Quante volte vi siete trovati a sbirciare il vostro profilo Facebook mentre siete in ufficio? Ebbene, l'azienda può licenziare il dipendente perditempo che durante le ore di lavoro naviga sul social network. Sottrarre tempo e strumenti che devono essere rivolti all'azienda per scopi puramente personali, ricorda il portale 'laleggepertutti.it', come chattare o guardare le foto postate dagli amici, viola il patto di fiducia che lega il dipendente all'azienda. Nei casi più gravi, e se le ore spese su Facebook sono numerose, anche a seguito di richiami precedenti, il licenziamento è legittimo.
A metterlo nero su bianco è una sentenza della Cassazione di ieri che indica un possibile limite di accessi ai social network. Il datore di lavoro è autorizzato a controllare la cronologia della navigazione su internet e stamparla, senza per questo ledere la privacy del lavoratore, che non può opporsi.

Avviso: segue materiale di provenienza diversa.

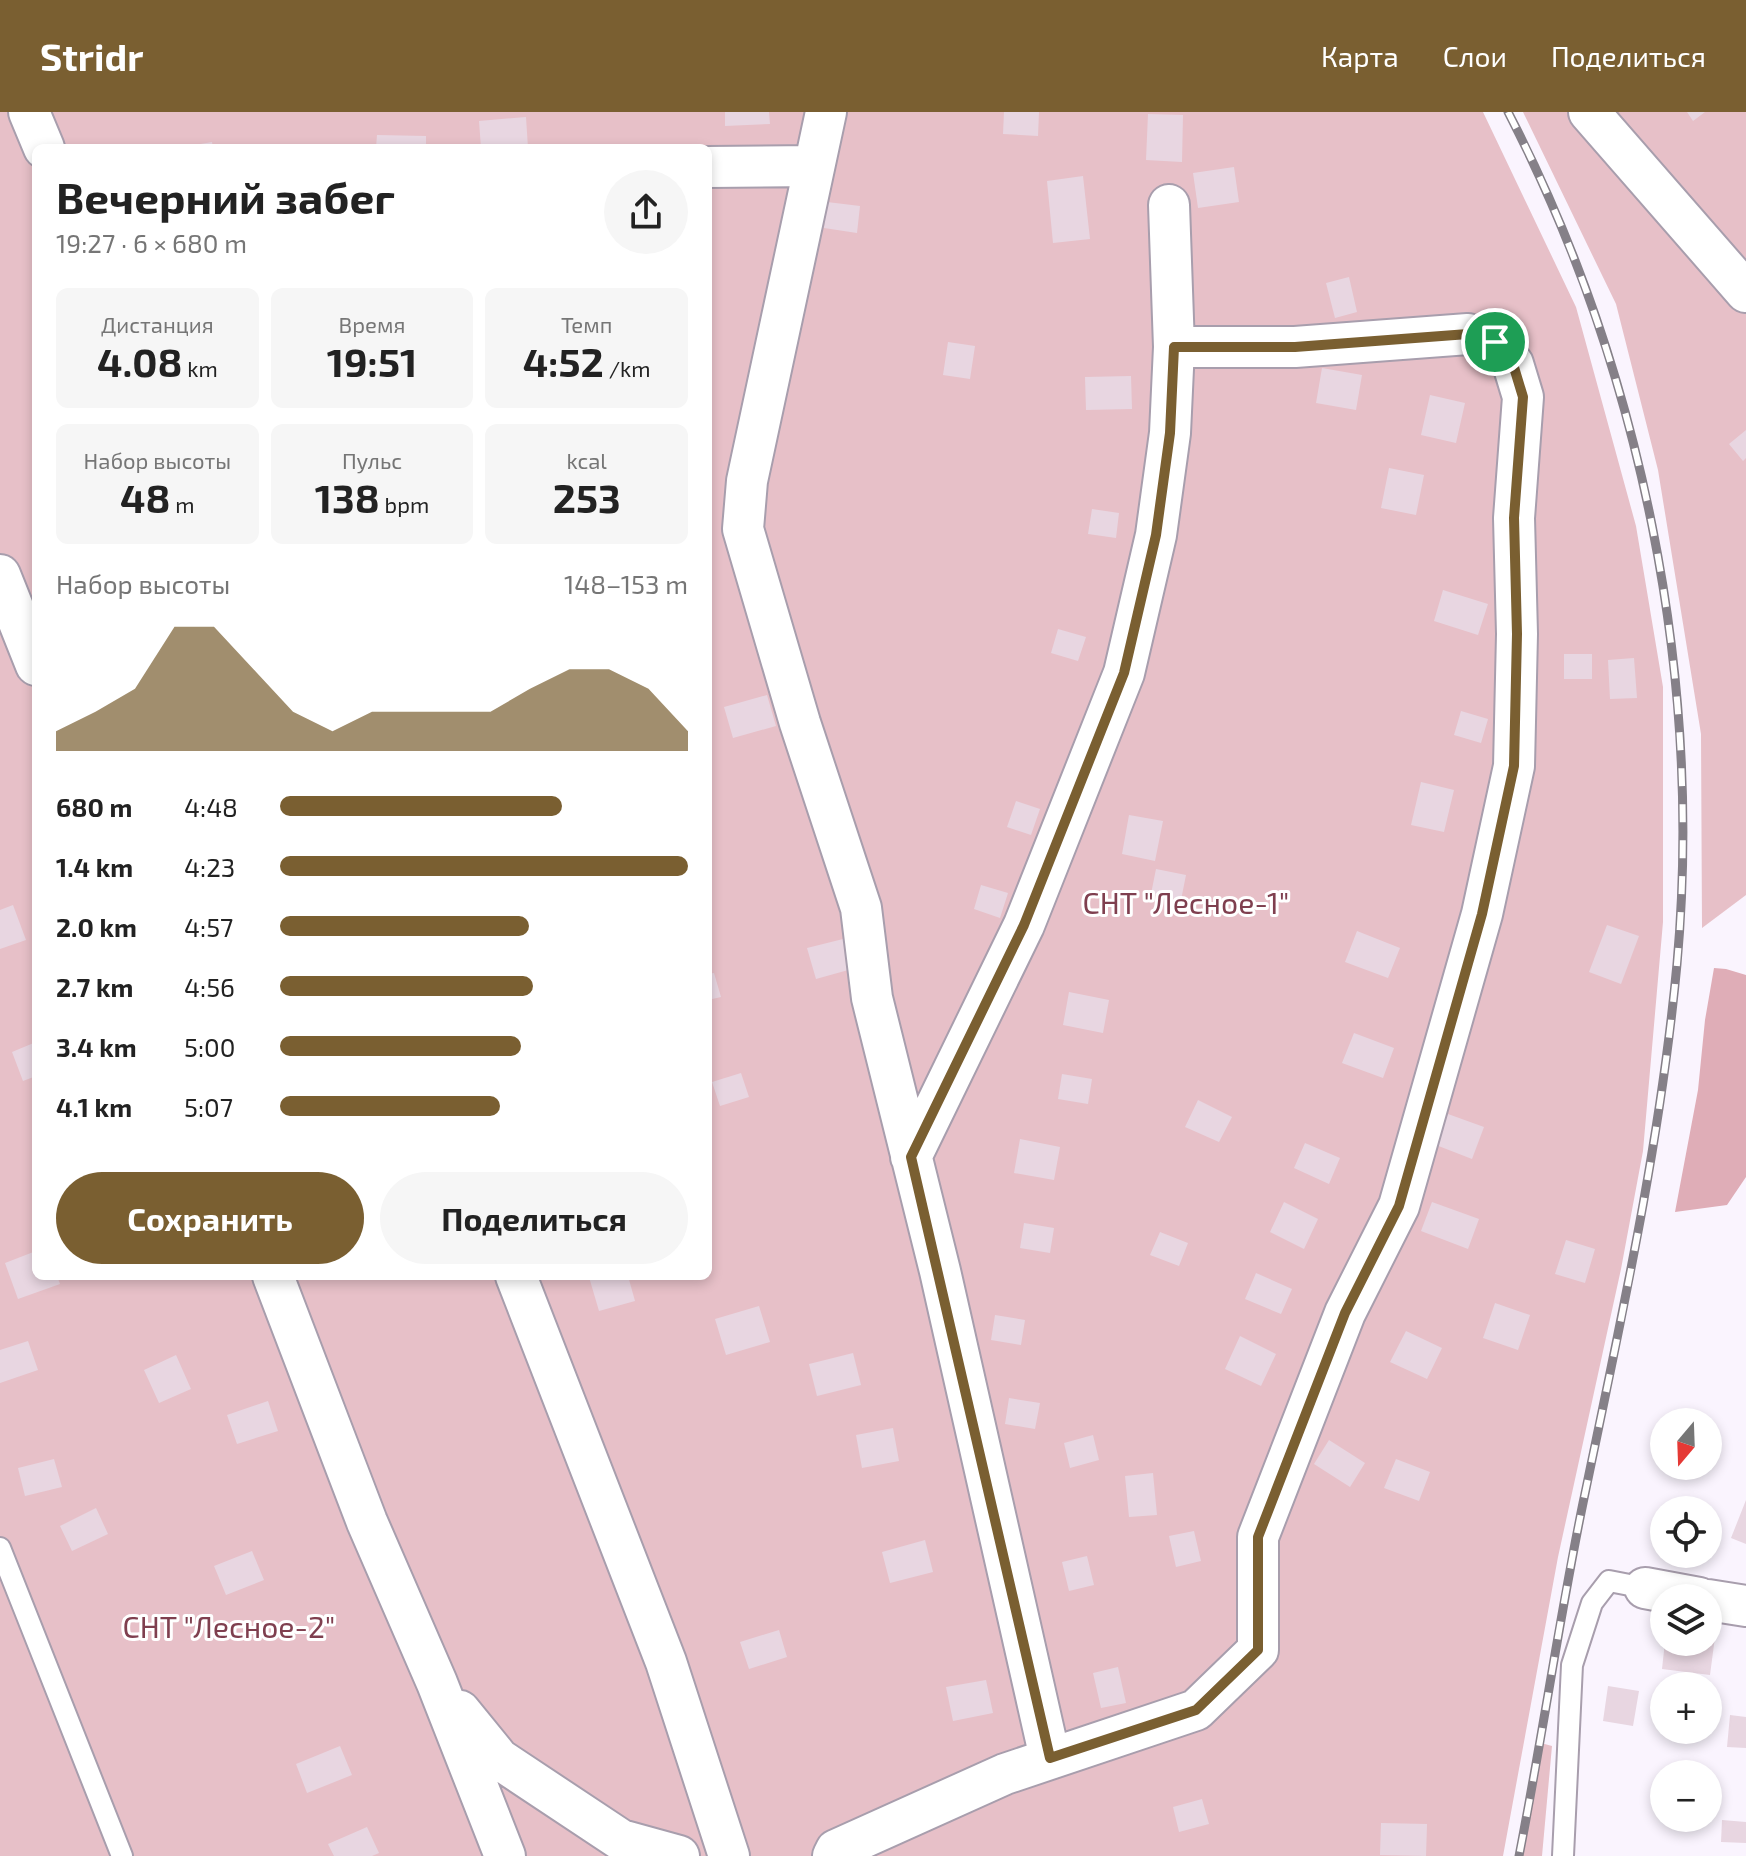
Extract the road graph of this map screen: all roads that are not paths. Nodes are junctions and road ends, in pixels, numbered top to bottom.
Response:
1 (29, 112) edge
2 (826, 112) edge
3 (1589, 112) edge
4 (42, 144) edge
5 (814, 166) junction
6 (712, 167) edge
7 (1169, 205) dead end
8 (1746, 292) edge
9 (1174, 347) junction
10 (0, 575) edge
11 (32, 655) edge
12 (911, 1157) junction
13 (275, 1280) edge
14 (518, 1280) edge
15 (0, 1548) edge
16 (1645, 1588) joint
17 (1650, 1589) edge
18 (1722, 1602) edge
19 (1746, 1606) edge
20 (437, 1683) junction
21 (1050, 1758) junction
22 (122, 1856) edge
23 (505, 1856) edge
24 (679, 1856) edge
25 (729, 1856) edge
26 (833, 1856) edge
27 (1563, 1856) edge

1 - 4 street
2 - 5 street
3 - 8 street
5 - 6 street
5 - 12 street
7 - 9 street
9 - 12 street
9 - 21 street
10 - 11 street
12 - 21 street
13 - 20 street
14 - 25 street
15 - 22 lane
16 - 17 street
16 - 27 lane
18 - 19 street
20 - 23 street
20 - 24 street
21 - 26 street

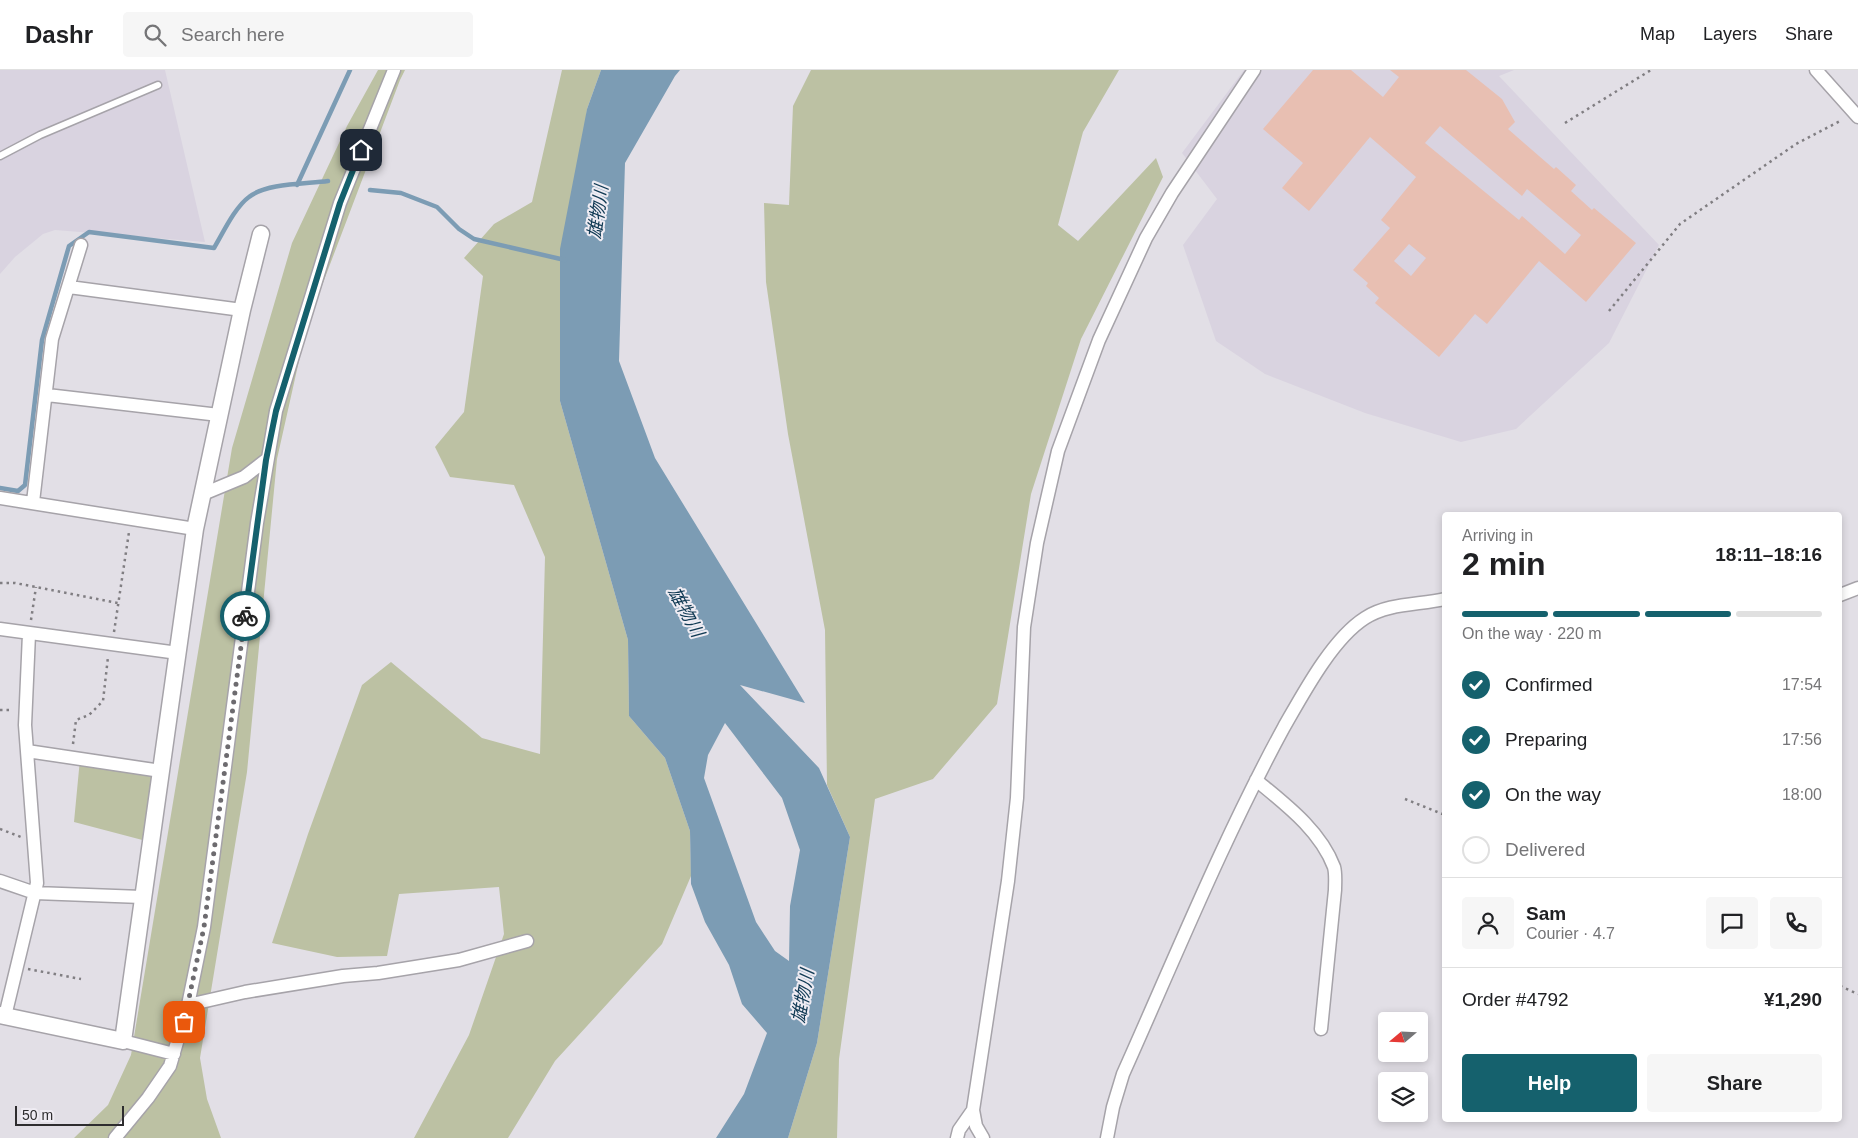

In questo modo non si può neanche ricorrere alle 'libertà' introdotte dal Jobs Act: il nuovo testo che regola il rapporto di lavoro fissa paletti più ampi all'imprenditore, che può controllare pc, smartphone e tablet di lavoro.
La sentenza della Cassazione parla chiaro: il licenziamento disciplinare per giusta causa a carico del dipendente che sta troppo tempo su Facebook, sottraendo ore di lavoro alle attività aziendali e utilizzando in modo improprio il suo strumento di lavoro è legittimo. Questa condotta è grave solo nel caso in cui il datore di lavoro riesca a dimostrare che il tempo trascorso sul social è stato elevato.
Secondo la giurisprudenza, tuttavia, la 'gravità' della violazione posta dal dipendente va valutata caso per caso, senza valutazioni in astratto. Valutazioni che spettano al giudice. Nel caso in analisi si era trattato di 6.000 accessi a internet per motivi privati in 18 mesi e di questi accessi, ben 4.500 erano stati effettuati solo su Facebook, una media di circa 16 accessi al giorno su tre ore di lavoro.
Secondo la Suprema Corte, investigare nella cronologia dalla postazione per stampare i relativi risultati e dimostrare gli accessi indiscriminati non lede la privacy del dipendente. Non si tratta, in effetti, di un controllo a distanza dell'attività del lavoratore, vietato dallo Statuto dei lavoratori, poiché il controllo è rivolto solo a stanare condotte illecite e potenzialmente dannose per l'impresa.